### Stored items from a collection
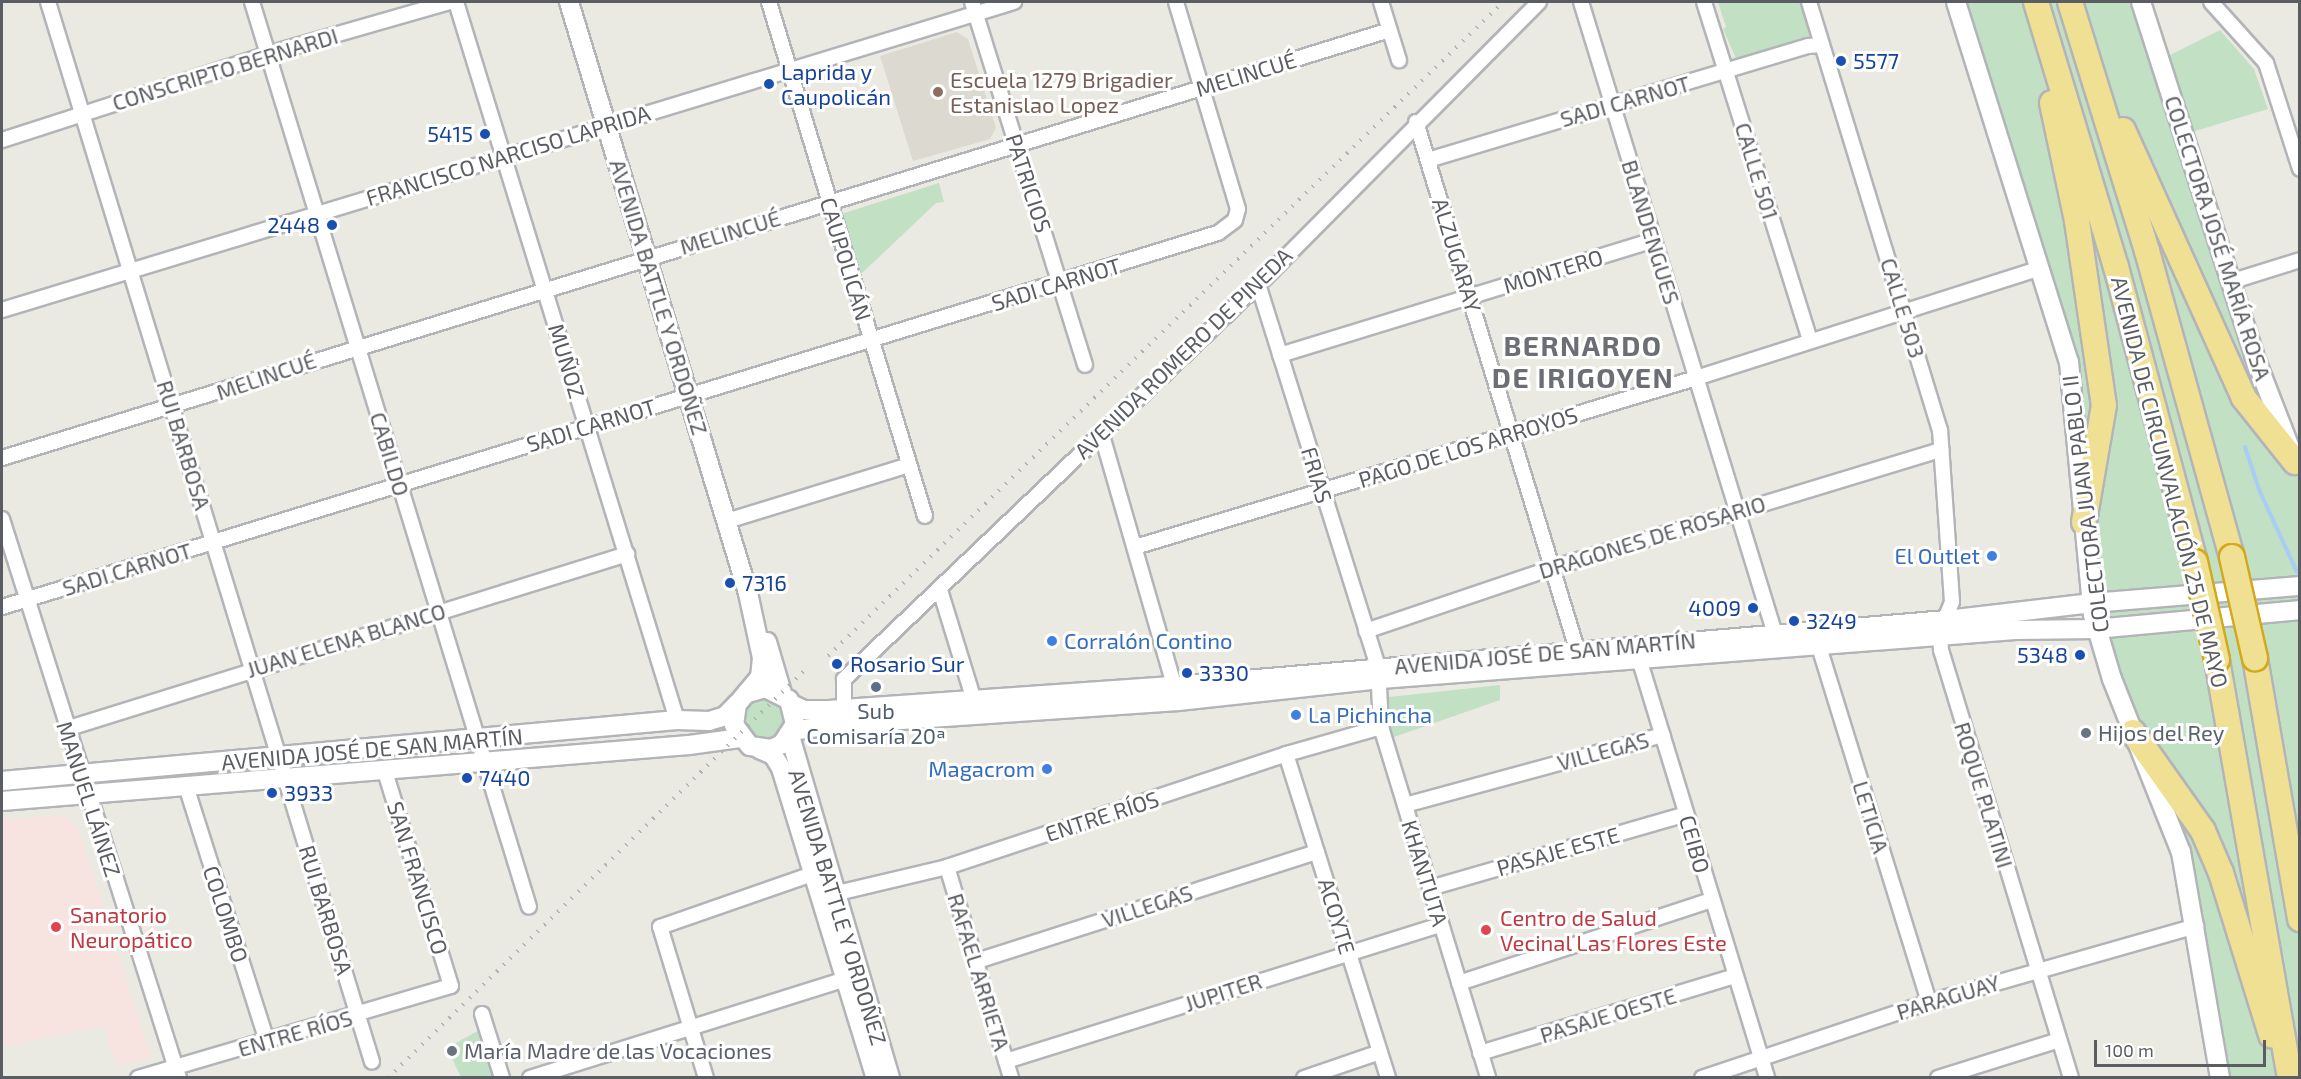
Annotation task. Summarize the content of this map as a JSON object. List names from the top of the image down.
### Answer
{
  "streets": {
    "highway": ["AVENIDA DE CIRCUNVALACIÓN 25 DE MAYO"],
    "main road": [
      "COLECTORA JOSÉ MARÍA ROSA",
      "AVENIDA BATTLE Y ORDOÑEZ",
      "COLECTORA JUAN PABLO II",
      "AVENIDA JOSÉ DE SAN MARTÍN"
    ],
    "street": [
      "CONSCRIPTO BERNARDI",
      "MELINCUÉ",
      "SADI CARNOT",
      "FRANCISCO NARCISO LAPRIDA",
      "CALLE 501",
      "PATRICIOS",
      "BLANDENGUES",
      "ALZUGARAY",
      "CAUPOLICÁN",
      "MONTERO",
      "CALLE 503",
      "AVENIDA ROMERO DE PINEDA",
      "MUÑOZ",
      "RUI BARBOSA",
      "PAGO DE LOS ARROYOS",
      "CABILDO",
      "FRIAS",
      "DRAGONES DE ROSARIO",
      "JUAN ELENA BLANCO",
      "VILLEGAS",
      "ROQUE PLATINI",
      "MANUEL LÁINEZ",
      "ENTRE RÍOS",
      "LETICIA",
      "CEIBO",
      "PASAJE ESTE",
      "KHANTUTA",
      "SAN FRANCISCO",
      "COLOMBO",
      "ACOYTE",
      "RAFAEL ARRIETA",
      "JUPITER",
      "PARAGUAY",
      "PASAJE OESTE"
    ]
  },
  "crossings": [
    ["CONSCRIPTO BERNARDI", "RUI BARBOSA"],
    ["CONSCRIPTO BERNARDI", "CABILDO"],
    ["MELINCUÉ", "SADI CARNOT"],
    ["MELINCUÉ", "PATRICIOS"],
    ["MELINCUÉ", "CAUPOLICÁN"],
    ["MELINCUÉ", "AVENIDA BATTLE Y ORDOÑEZ"],
    ["MELINCUÉ", "MUÑOZ"],
    ["MELINCUÉ", "RUI BARBOSA"],
    ["MELINCUÉ", "CABILDO"],
    ["SADI CARNOT", "CALLE 501"],
    ["SADI CARNOT", "PATRICIOS"],
    ["SADI CARNOT", "BLANDENGUES"],
    ["SADI CARNOT", "ALZUGARAY"],
    ["SADI CARNOT", "CAUPOLICÁN"],
    ["SADI CARNOT", "AVENIDA BATTLE Y ORDOÑEZ"],
    ["SADI CARNOT", "CALLE 503"],
    ["SADI CARNOT", "MUÑOZ"],
    ["SADI CARNOT", "RUI BARBOSA"],
    ["SADI CARNOT", "CABILDO"],
    ["SADI CARNOT", "MANUEL LÁINEZ"],
    ["FRANCISCO NARCISO LAPRIDA", "PATRICIOS"],
    ["FRANCISCO NARCISO LAPRIDA", "CAUPOLICÁN"],
    ["FRANCISCO NARCISO LAPRIDA", "AVENIDA BATTLE Y ORDOÑEZ"],
    ["FRANCISCO NARCISO LAPRIDA", "MUÑOZ"],
    ["FRANCISCO NARCISO LAPRIDA", "RUI BARBOSA"],
    ["FRANCISCO NARCISO LAPRIDA", "CABILDO"],
    ["CALLE 501", "PAGO DE LOS ARROYOS"],
    ["BLANDENGUES", "MONTERO"],
    ["BLANDENGUES", "PAGO DE LOS ARROYOS"],
    ["BLANDENGUES", "DRAGONES DE ROSARIO"],
    ["BLANDENGUES", "AVENIDA JOSÉ DE SAN MARTÍN"],
    ["ALZUGARAY", "MONTERO"],
    ["ALZUGARAY", "AVENIDA ROMERO DE PINEDA"],
    ["ALZUGARAY", "PAGO DE LOS ARROYOS"],
    ["ALZUGARAY", "DRAGONES DE ROSARIO"],
    ["ALZUGARAY", "AVENIDA JOSÉ DE SAN MARTÍN"],
    ["MONTERO", "FRIAS"],
    ["AVENIDA BATTLE Y ORDOÑEZ", "AVENIDA JOSÉ DE SAN MARTÍN"],
    ["AVENIDA BATTLE Y ORDOÑEZ", "ENTRE RÍOS"],
    ["CALLE 503", "PAGO DE LOS ARROYOS"],
    ["CALLE 503", "DRAGONES DE ROSARIO"],
    ["CALLE 503", "AVENIDA JOSÉ DE SAN MARTÍN"],
    ["CALLE 503", "ROQUE PLATINI"],
    ["AVENIDA ROMERO DE PINEDA", "FRIAS"],
    ["AVENIDA ROMERO DE PINEDA", "AVENIDA JOSÉ DE SAN MARTÍN"],
    ["MUÑOZ", "JUAN ELENA BLANCO"],
    ["MUÑOZ", "AVENIDA JOSÉ DE SAN MARTÍN"],
    ["RUI BARBOSA", "JUAN ELENA BLANCO"],
    ["RUI BARBOSA", "AVENIDA JOSÉ DE SAN MARTÍN"],
    ["RUI BARBOSA", "ENTRE RÍOS"],
    ["PAGO DE LOS ARROYOS", "FRIAS"],
    ["PAGO DE LOS ARROYOS", "COLECTORA JUAN PABLO II"],
    ["CABILDO", "JUAN ELENA BLANCO"],
    ["CABILDO", "AVENIDA JOSÉ DE SAN MARTÍN"],
    ["FRIAS", "DRAGONES DE ROSARIO"],
    ["FRIAS", "AVENIDA JOSÉ DE SAN MARTÍN"],
    ["FRIAS", "KHANTUTA"],
    ["COLECTORA JUAN PABLO II", "AVENIDA JOSÉ DE SAN MARTÍN"],
    ["COLECTORA JUAN PABLO II", "PARAGUAY"],
    ["JUAN ELENA BLANCO", "MANUEL LÁINEZ"],
    ["AVENIDA JOSÉ DE SAN MARTÍN", "ROQUE PLATINI"],
    ["AVENIDA JOSÉ DE SAN MARTÍN", "MANUEL LÁINEZ"],
    ["AVENIDA JOSÉ DE SAN MARTÍN", "LETICIA"],
    ["AVENIDA JOSÉ DE SAN MARTÍN", "CEIBO"],
    ["AVENIDA JOSÉ DE SAN MARTÍN", "KHANTUTA"],
    ["AVENIDA JOSÉ DE SAN MARTÍN", "SAN FRANCISCO"],
    ["AVENIDA JOSÉ DE SAN MARTÍN", "COLOMBO"],
    ["VILLEGAS", "CEIBO"],
    ["VILLEGAS", "KHANTUTA"],
    ["VILLEGAS", "ACOYTE"],
    ["VILLEGAS", "RAFAEL ARRIETA"],
    ["ROQUE PLATINI", "PARAGUAY"],
    ["MANUEL LÁINEZ", "ENTRE RÍOS"],
    ["ENTRE RÍOS", "KHANTUTA"],
    ["ENTRE RÍOS", "SAN FRANCISCO"],
    ["ENTRE RÍOS", "COLOMBO"],
    ["ENTRE RÍOS", "ACOYTE"],
    ["ENTRE RÍOS", "RAFAEL ARRIETA"],
    ["LETICIA", "PARAGUAY"],
    ["CEIBO", "PASAJE ESTE"],
    ["CEIBO", "PARAGUAY"],
    ["CEIBO", "PASAJE OESTE"],
    ["PASAJE ESTE", "KHANTUTA"],
    ["KHANTUTA", "JUPITER"],
    ["KHANTUTA", "PASAJE OESTE"],
    ["ACOYTE", "JUPITER"],
    ["RAFAEL ARRIETA", "JUPITER"]
  ],
  "districts": ["BERNARDO DE IRIGOYEN"],
  "places": [
    "5577",
    "Laprida y Caupolicán",
    "Escuela 1279 Brigadier Estanislao Lopez",
    "5415",
    "2448",
    "El Outlet",
    "7316",
    "4009",
    "3249",
    "Corralón Contino",
    "5348",
    "Rosario Sur",
    "3330",
    "Sub Comisaría 20ª",
    "La Pichincha",
    "Hijos del Rey",
    "Magacrom",
    "7440",
    "3933",
    "Sanatorio Neuropático",
    "Centro de Salud Vecinal Las Flores Este",
    "María Madre de las Vocaciones"
  ],
  "scale_bar": "100 m"
}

### Required action
Using the entries above, say how many lines contain the string "MONTERO"; the number is the full reply.

### Task result
4